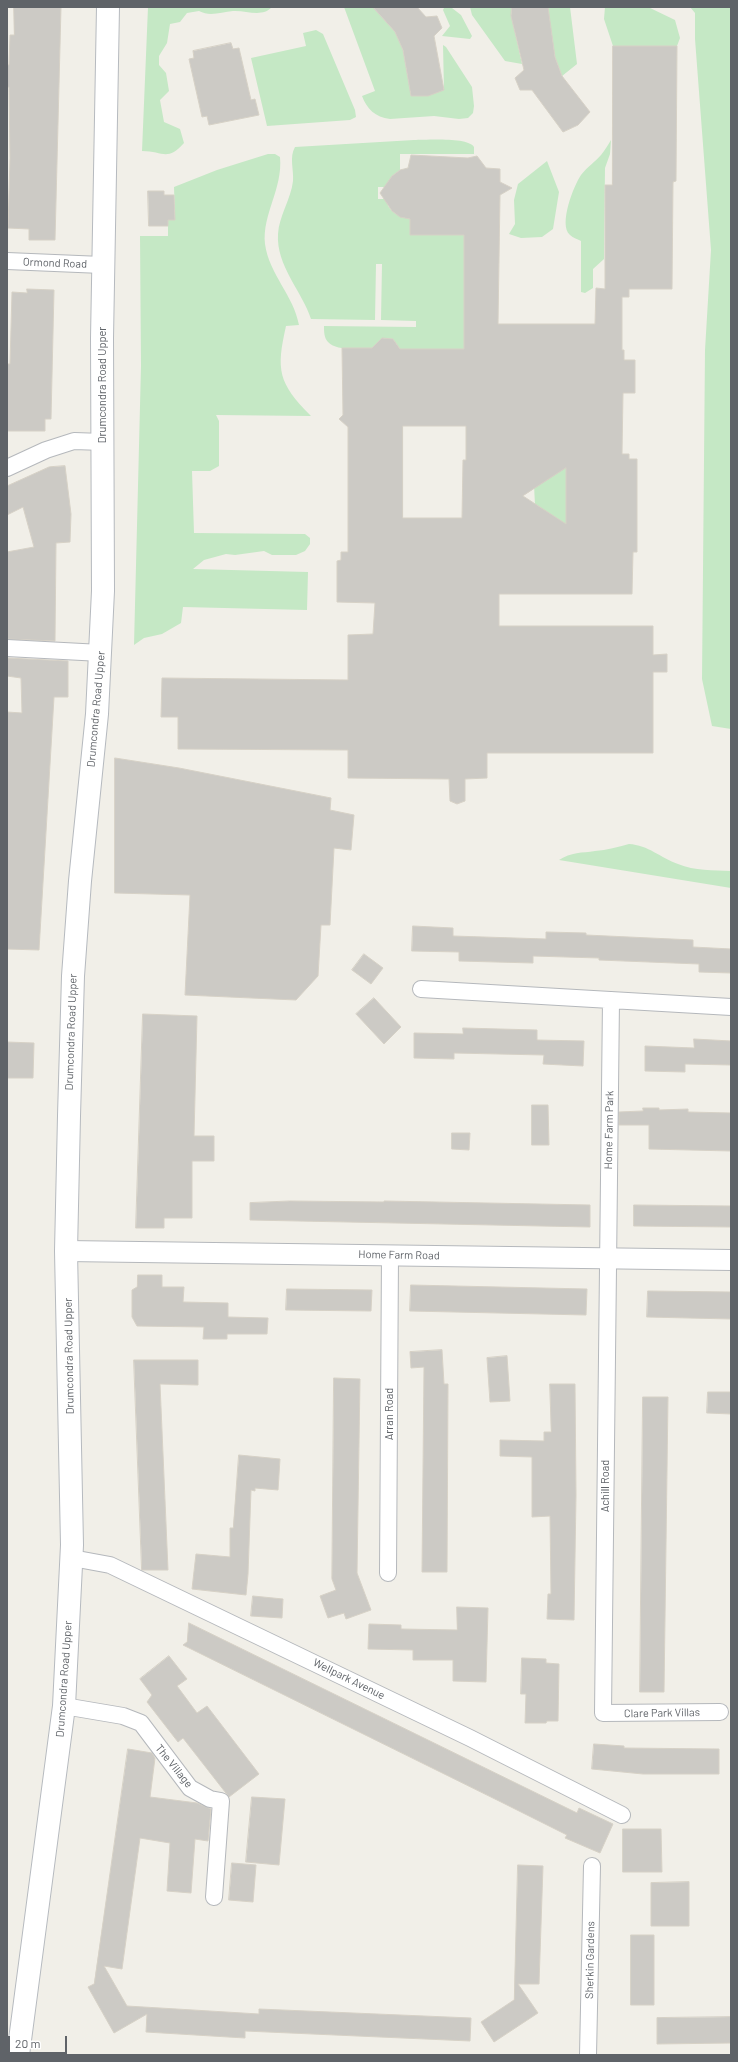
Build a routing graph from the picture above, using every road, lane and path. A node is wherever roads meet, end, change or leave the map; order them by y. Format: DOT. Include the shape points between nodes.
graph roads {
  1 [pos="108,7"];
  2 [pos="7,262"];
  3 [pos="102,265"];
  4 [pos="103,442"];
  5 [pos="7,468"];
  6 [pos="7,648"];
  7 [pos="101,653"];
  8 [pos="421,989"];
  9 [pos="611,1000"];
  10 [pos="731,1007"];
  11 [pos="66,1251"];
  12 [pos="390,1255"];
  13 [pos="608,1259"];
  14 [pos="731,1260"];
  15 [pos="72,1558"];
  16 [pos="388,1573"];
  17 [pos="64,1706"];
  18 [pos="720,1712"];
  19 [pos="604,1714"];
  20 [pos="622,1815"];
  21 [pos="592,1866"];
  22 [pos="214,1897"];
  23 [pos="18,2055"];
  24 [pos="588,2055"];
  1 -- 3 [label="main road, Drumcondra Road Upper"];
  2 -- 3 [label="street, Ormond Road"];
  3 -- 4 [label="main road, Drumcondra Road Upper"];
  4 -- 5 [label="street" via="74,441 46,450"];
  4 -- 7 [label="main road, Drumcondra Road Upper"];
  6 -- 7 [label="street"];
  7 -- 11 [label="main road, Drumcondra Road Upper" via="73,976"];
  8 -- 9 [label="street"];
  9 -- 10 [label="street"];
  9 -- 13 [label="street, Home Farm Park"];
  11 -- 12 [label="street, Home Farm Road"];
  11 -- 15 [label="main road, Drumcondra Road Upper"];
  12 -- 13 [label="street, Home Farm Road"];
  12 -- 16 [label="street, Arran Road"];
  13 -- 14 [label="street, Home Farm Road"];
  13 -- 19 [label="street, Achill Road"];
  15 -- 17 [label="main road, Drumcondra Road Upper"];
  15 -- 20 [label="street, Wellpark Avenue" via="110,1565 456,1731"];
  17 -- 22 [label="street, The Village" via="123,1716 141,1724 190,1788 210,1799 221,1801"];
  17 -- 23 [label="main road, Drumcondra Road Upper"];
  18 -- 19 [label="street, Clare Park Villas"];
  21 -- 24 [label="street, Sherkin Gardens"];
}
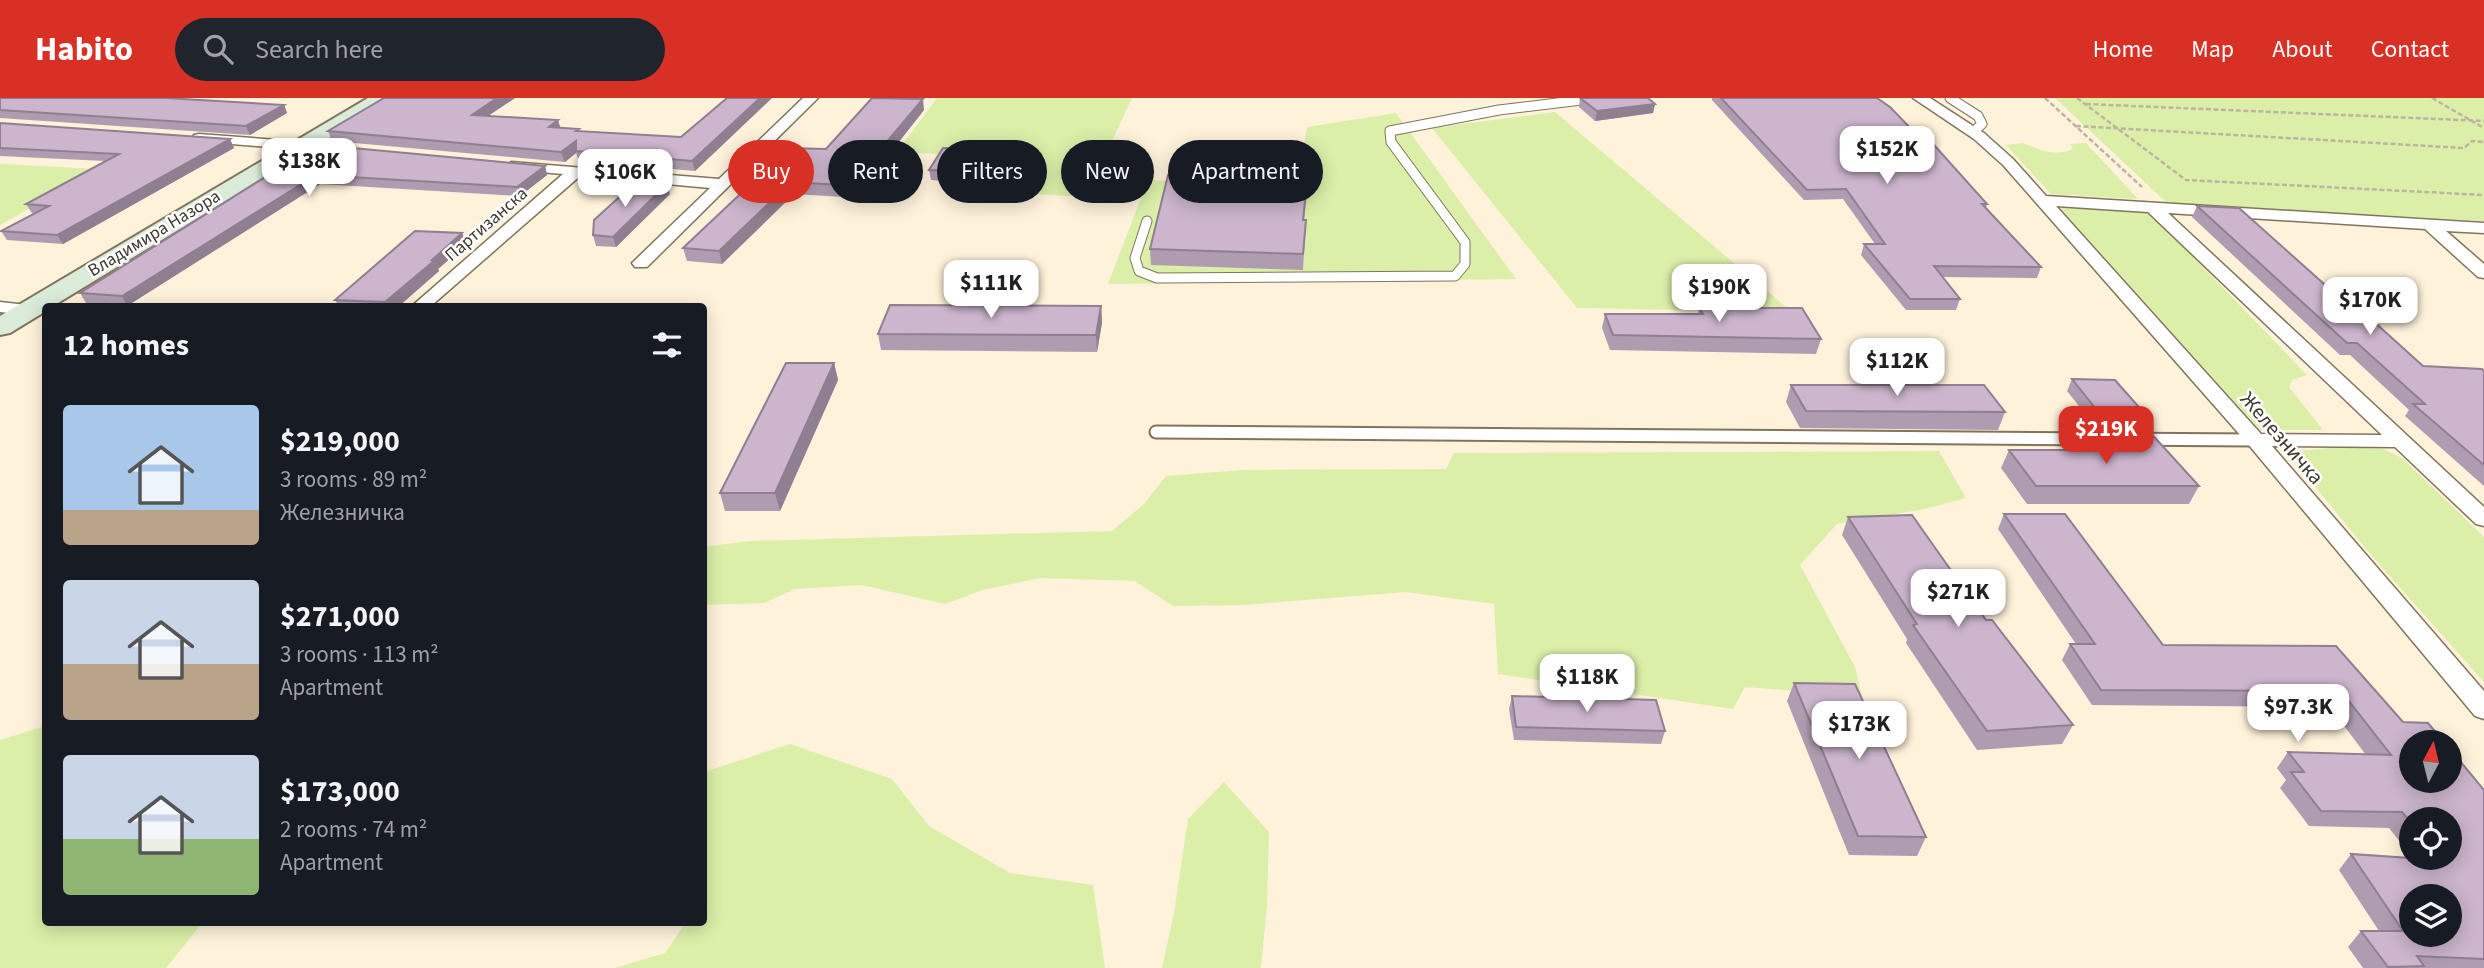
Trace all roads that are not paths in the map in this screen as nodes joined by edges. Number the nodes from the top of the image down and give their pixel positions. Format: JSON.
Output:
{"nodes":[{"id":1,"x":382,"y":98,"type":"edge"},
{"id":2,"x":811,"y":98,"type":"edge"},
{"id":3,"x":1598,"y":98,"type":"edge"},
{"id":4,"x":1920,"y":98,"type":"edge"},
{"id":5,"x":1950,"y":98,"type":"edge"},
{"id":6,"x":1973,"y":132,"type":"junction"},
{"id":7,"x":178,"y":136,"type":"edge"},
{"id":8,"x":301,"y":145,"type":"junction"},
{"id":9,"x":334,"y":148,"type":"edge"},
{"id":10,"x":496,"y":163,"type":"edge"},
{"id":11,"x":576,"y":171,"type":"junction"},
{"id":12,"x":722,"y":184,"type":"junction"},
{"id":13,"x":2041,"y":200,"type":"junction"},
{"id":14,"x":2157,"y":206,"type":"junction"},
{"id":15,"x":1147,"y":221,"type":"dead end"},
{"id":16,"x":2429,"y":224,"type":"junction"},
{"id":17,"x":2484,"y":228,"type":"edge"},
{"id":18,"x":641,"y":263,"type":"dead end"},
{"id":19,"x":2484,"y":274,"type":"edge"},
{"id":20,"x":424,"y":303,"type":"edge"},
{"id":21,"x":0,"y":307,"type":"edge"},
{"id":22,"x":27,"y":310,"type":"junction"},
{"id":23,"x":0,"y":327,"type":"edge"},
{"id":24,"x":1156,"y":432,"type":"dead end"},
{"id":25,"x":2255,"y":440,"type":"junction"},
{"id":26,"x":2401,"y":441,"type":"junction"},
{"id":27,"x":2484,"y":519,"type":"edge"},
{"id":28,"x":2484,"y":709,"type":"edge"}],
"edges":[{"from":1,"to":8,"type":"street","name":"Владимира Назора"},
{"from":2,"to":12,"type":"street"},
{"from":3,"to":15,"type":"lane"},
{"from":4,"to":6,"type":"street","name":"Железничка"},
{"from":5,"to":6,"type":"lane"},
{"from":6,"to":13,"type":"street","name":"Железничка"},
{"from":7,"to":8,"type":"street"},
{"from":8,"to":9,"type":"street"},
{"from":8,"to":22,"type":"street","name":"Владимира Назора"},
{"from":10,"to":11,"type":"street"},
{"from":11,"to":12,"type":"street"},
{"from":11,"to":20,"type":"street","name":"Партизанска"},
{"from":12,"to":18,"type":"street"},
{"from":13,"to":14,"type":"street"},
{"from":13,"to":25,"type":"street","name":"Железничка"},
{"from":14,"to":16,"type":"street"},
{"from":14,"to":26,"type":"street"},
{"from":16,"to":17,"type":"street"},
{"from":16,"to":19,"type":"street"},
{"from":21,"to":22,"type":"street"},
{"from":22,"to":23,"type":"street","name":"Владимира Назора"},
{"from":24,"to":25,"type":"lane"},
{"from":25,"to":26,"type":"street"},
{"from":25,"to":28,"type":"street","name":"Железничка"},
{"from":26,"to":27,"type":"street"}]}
==================================================
> _How to complete this task_:
Give back the data exactly. Pictures stay out.

> _Written answer_:
Build a routing graph from the picture above, using every road, lane and path. A node is wherever roads meet, end, change or leave the map; order them by y. Format: DOT. Include the shape points between nodes.
graph roads {
  1 [pos="108,7"];
  2 [pos="7,262"];
  3 [pos="102,265"];
  4 [pos="103,442"];
  5 [pos="7,468"];
  6 [pos="7,648"];
  7 [pos="101,653"];
  8 [pos="421,989"];
  9 [pos="611,1000"];
  10 [pos="731,1007"];
  11 [pos="66,1251"];
  12 [pos="390,1255"];
  13 [pos="608,1259"];
  14 [pos="731,1260"];
  15 [pos="72,1558"];
  16 [pos="388,1573"];
  17 [pos="64,1706"];
  18 [pos="720,1712"];
  19 [pos="604,1714"];
  20 [pos="622,1815"];
  21 [pos="592,1866"];
  22 [pos="214,1897"];
  23 [pos="18,2055"];
  24 [pos="588,2055"];
  1 -- 3 [label="main road, Drumcondra Road Upper"];
  2 -- 3 [label="street, Ormond Road"];
  3 -- 4 [label="main road, Drumcondra Road Upper"];
  4 -- 5 [label="street" via="74,441 46,450"];
  4 -- 7 [label="main road, Drumcondra Road Upper"];
  6 -- 7 [label="street"];
  7 -- 11 [label="main road, Drumcondra Road Upper" via="73,976"];
  8 -- 9 [label="street"];
  9 -- 10 [label="street"];
  9 -- 13 [label="street, Home Farm Park"];
  11 -- 12 [label="street, Home Farm Road"];
  11 -- 15 [label="main road, Drumcondra Road Upper"];
  12 -- 13 [label="street, Home Farm Road"];
  12 -- 16 [label="street, Arran Road"];
  13 -- 14 [label="street, Home Farm Road"];
  13 -- 19 [label="street, Achill Road"];
  15 -- 17 [label="main road, Drumcondra Road Upper"];
  15 -- 20 [label="street, Wellpark Avenue" via="110,1565 456,1731"];
  17 -- 22 [label="street, The Village" via="123,1716 141,1724 190,1788 210,1799 221,1801"];
  17 -- 23 [label="main road, Drumcondra Road Upper"];
  18 -- 19 [label="street, Clare Park Villas"];
  21 -- 24 [label="street, Sherkin Gardens"];
}
Trace all roads that are not paths in the map in this screen as nodes joined by edges. Number the nodes from the top of the image down and give their pixel positions. Format: JSON.
Output:
{"nodes":[{"id":1,"x":382,"y":98,"type":"edge"},
{"id":2,"x":811,"y":98,"type":"edge"},
{"id":3,"x":1598,"y":98,"type":"edge"},
{"id":4,"x":1920,"y":98,"type":"edge"},
{"id":5,"x":1950,"y":98,"type":"edge"},
{"id":6,"x":1973,"y":132,"type":"junction"},
{"id":7,"x":178,"y":136,"type":"edge"},
{"id":8,"x":301,"y":145,"type":"junction"},
{"id":9,"x":334,"y":148,"type":"edge"},
{"id":10,"x":496,"y":163,"type":"edge"},
{"id":11,"x":576,"y":171,"type":"junction"},
{"id":12,"x":722,"y":184,"type":"junction"},
{"id":13,"x":2041,"y":200,"type":"junction"},
{"id":14,"x":2157,"y":206,"type":"junction"},
{"id":15,"x":1147,"y":221,"type":"dead end"},
{"id":16,"x":2429,"y":224,"type":"junction"},
{"id":17,"x":2484,"y":228,"type":"edge"},
{"id":18,"x":641,"y":263,"type":"dead end"},
{"id":19,"x":2484,"y":274,"type":"edge"},
{"id":20,"x":424,"y":303,"type":"edge"},
{"id":21,"x":0,"y":307,"type":"edge"},
{"id":22,"x":27,"y":310,"type":"junction"},
{"id":23,"x":0,"y":327,"type":"edge"},
{"id":24,"x":1156,"y":432,"type":"dead end"},
{"id":25,"x":2255,"y":440,"type":"junction"},
{"id":26,"x":2401,"y":441,"type":"junction"},
{"id":27,"x":2484,"y":519,"type":"edge"},
{"id":28,"x":2484,"y":709,"type":"edge"}],
"edges":[{"from":1,"to":8,"type":"street","name":"Владимира Назора"},
{"from":2,"to":12,"type":"street"},
{"from":3,"to":15,"type":"lane"},
{"from":4,"to":6,"type":"street","name":"Железничка"},
{"from":5,"to":6,"type":"lane"},
{"from":6,"to":13,"type":"street","name":"Железничка"},
{"from":7,"to":8,"type":"street"},
{"from":8,"to":9,"type":"street"},
{"from":8,"to":22,"type":"street","name":"Владимира Назора"},
{"from":10,"to":11,"type":"street"},
{"from":11,"to":12,"type":"street"},
{"from":11,"to":20,"type":"street","name":"Партизанска"},
{"from":12,"to":18,"type":"street"},
{"from":13,"to":14,"type":"street"},
{"from":13,"to":25,"type":"street","name":"Железничка"},
{"from":14,"to":16,"type":"street"},
{"from":14,"to":26,"type":"street"},
{"from":16,"to":17,"type":"street"},
{"from":16,"to":19,"type":"street"},
{"from":21,"to":22,"type":"street"},
{"from":22,"to":23,"type":"street","name":"Владимира Назора"},
{"from":24,"to":25,"type":"lane"},
{"from":25,"to":26,"type":"street"},
{"from":25,"to":28,"type":"street","name":"Железничка"},
{"from":26,"to":27,"type":"street"}]}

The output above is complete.